I have done my own "estimation" on Summit Ridge 8C/16T performance a while ago, I just waited for more information from AMD so I could see if I was near the expected numbers based on released data regarding the uarchitecture choices/features AMD opted for. Now when they released one benchmark and some new information on Zen, I am confident I can post this up now:

ZCJ7HVV.jpg


I used AT's article on Excavator and applied the ~40% ST uplift on Carrizo's number while adjusting for clocks I expect Zen will launch at (3.2Ghz base and 3.7Ghz ST Turbo). I also applied a 1.2x SMT boost to well threaded benchmarks and adjusted for scaling 12% penalty that Carrizo has when running 2 threads on a module( 0.88x scaling is an average, it varies from benchmark to benchmark). The rest of the numbers used in the sheet are from AT's bench page which is accessible from AT homepage.

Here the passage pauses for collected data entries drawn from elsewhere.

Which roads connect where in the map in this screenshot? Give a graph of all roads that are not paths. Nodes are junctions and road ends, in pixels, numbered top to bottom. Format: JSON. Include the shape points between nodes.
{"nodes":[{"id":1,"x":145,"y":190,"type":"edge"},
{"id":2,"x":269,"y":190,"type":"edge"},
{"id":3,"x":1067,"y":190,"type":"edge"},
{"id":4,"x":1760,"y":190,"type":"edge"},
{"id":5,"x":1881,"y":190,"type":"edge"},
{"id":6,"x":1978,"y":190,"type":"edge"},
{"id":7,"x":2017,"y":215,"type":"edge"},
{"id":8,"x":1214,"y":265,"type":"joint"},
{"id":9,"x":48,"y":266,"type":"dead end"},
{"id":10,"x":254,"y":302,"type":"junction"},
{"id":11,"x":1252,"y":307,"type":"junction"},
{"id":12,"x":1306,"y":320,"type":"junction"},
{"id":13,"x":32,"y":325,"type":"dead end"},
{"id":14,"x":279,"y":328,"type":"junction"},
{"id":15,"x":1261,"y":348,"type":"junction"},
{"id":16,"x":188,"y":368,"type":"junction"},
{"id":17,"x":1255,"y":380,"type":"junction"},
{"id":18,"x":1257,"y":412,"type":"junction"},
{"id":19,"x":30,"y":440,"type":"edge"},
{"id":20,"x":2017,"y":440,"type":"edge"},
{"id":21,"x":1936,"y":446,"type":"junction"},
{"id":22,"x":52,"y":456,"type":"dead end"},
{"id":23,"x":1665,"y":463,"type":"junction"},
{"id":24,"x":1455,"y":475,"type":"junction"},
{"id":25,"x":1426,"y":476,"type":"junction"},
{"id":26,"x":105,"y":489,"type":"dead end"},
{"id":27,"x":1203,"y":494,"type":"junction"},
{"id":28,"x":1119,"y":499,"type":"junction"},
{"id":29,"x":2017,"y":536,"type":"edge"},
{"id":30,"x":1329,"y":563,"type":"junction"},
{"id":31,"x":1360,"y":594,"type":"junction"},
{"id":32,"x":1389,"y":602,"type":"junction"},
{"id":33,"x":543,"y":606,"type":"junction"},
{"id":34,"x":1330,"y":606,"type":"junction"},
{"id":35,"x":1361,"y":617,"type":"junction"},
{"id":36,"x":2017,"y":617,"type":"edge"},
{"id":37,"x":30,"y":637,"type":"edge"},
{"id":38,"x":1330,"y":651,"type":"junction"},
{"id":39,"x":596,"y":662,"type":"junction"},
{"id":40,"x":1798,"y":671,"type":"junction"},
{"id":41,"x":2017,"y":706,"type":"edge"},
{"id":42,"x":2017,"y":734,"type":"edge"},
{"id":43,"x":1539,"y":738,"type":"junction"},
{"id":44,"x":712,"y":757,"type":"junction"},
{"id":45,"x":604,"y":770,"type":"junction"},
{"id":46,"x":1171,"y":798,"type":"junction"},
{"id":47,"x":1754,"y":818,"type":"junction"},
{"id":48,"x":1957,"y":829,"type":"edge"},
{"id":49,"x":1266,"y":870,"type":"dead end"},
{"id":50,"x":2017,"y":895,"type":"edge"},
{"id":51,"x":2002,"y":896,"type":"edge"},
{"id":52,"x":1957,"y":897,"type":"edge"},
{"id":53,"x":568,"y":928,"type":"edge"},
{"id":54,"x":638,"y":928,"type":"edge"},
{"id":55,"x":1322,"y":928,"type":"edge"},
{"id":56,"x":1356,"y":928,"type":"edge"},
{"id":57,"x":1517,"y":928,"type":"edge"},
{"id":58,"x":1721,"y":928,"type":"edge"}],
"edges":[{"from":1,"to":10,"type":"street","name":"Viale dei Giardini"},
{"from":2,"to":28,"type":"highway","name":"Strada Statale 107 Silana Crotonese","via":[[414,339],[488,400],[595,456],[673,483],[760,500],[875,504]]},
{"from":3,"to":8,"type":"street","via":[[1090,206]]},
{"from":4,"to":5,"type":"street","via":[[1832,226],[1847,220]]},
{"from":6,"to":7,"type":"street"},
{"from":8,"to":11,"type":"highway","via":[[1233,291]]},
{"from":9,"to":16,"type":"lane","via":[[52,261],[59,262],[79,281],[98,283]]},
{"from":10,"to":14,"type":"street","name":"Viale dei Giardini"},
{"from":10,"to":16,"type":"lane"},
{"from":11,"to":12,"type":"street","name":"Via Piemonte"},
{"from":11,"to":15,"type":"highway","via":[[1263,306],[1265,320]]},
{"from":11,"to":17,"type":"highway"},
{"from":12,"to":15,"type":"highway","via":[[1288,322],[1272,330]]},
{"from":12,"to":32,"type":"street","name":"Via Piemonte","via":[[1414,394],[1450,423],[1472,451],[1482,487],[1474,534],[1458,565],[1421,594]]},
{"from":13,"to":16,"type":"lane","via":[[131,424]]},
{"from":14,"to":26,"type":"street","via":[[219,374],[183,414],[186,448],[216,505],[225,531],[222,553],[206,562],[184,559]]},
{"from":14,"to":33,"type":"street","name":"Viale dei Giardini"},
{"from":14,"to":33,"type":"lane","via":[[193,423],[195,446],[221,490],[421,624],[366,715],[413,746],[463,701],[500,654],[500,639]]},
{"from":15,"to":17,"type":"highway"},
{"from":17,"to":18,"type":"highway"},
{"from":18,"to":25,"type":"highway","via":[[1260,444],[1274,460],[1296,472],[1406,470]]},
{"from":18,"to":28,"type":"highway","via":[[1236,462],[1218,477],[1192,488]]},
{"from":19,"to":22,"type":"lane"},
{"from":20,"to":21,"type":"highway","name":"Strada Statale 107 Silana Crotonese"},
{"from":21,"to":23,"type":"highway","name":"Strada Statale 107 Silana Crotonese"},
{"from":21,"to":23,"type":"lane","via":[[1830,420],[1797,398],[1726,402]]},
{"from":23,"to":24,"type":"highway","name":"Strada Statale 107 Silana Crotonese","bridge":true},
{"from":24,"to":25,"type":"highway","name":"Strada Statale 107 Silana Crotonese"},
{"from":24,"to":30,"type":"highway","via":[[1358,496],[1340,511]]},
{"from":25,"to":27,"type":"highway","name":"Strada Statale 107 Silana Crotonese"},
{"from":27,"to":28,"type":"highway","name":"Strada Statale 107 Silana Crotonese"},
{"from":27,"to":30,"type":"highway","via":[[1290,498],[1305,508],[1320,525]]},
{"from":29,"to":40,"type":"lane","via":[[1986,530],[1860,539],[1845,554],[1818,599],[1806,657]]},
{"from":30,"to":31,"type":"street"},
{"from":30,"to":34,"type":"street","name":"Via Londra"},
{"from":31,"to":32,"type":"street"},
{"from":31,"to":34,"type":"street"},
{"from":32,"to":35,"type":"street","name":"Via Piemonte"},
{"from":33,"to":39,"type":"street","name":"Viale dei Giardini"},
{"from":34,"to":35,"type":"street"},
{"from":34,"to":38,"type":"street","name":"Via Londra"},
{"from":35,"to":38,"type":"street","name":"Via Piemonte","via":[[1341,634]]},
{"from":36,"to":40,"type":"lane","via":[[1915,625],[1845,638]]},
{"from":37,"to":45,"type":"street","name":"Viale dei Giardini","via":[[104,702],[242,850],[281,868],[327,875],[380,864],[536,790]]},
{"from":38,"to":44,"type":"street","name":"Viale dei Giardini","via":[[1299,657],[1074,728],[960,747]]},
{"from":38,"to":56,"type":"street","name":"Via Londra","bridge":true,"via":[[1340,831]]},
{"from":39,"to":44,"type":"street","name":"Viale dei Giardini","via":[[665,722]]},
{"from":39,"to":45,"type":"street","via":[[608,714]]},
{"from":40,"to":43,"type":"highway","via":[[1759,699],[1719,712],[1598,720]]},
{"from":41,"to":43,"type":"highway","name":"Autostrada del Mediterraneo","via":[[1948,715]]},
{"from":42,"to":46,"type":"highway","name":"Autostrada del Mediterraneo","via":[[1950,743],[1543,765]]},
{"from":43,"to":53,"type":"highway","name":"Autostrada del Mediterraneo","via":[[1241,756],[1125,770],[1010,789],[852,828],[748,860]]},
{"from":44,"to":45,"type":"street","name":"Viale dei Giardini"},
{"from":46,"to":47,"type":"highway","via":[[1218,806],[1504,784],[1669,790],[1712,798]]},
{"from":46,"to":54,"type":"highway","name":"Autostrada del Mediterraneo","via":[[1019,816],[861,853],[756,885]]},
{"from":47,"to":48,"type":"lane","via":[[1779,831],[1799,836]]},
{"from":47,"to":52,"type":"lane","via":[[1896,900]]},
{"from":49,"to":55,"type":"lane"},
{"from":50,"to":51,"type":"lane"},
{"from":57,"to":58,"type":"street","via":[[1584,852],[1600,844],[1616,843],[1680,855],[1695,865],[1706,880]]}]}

This is just a rough estimate of course, Zen might end up at lower clocks and/or lower performance per clock than what I used in the table above. On the other hand, Zen might end up clocking even better and performing better than 40% ;). We will see on Computex 2017 I guess :)

Looks like I underestimated Zen by some 5-10% (IPC wise) since I also used the AMD's "40% over XV" statement as axiom here. I was VERY close regarding the clocks but I failed there by a bit too :). I missed base by some 7-8% and Turbo, while being still unknown, now looks to be closer to 4Ghz than 3.7Ghz :)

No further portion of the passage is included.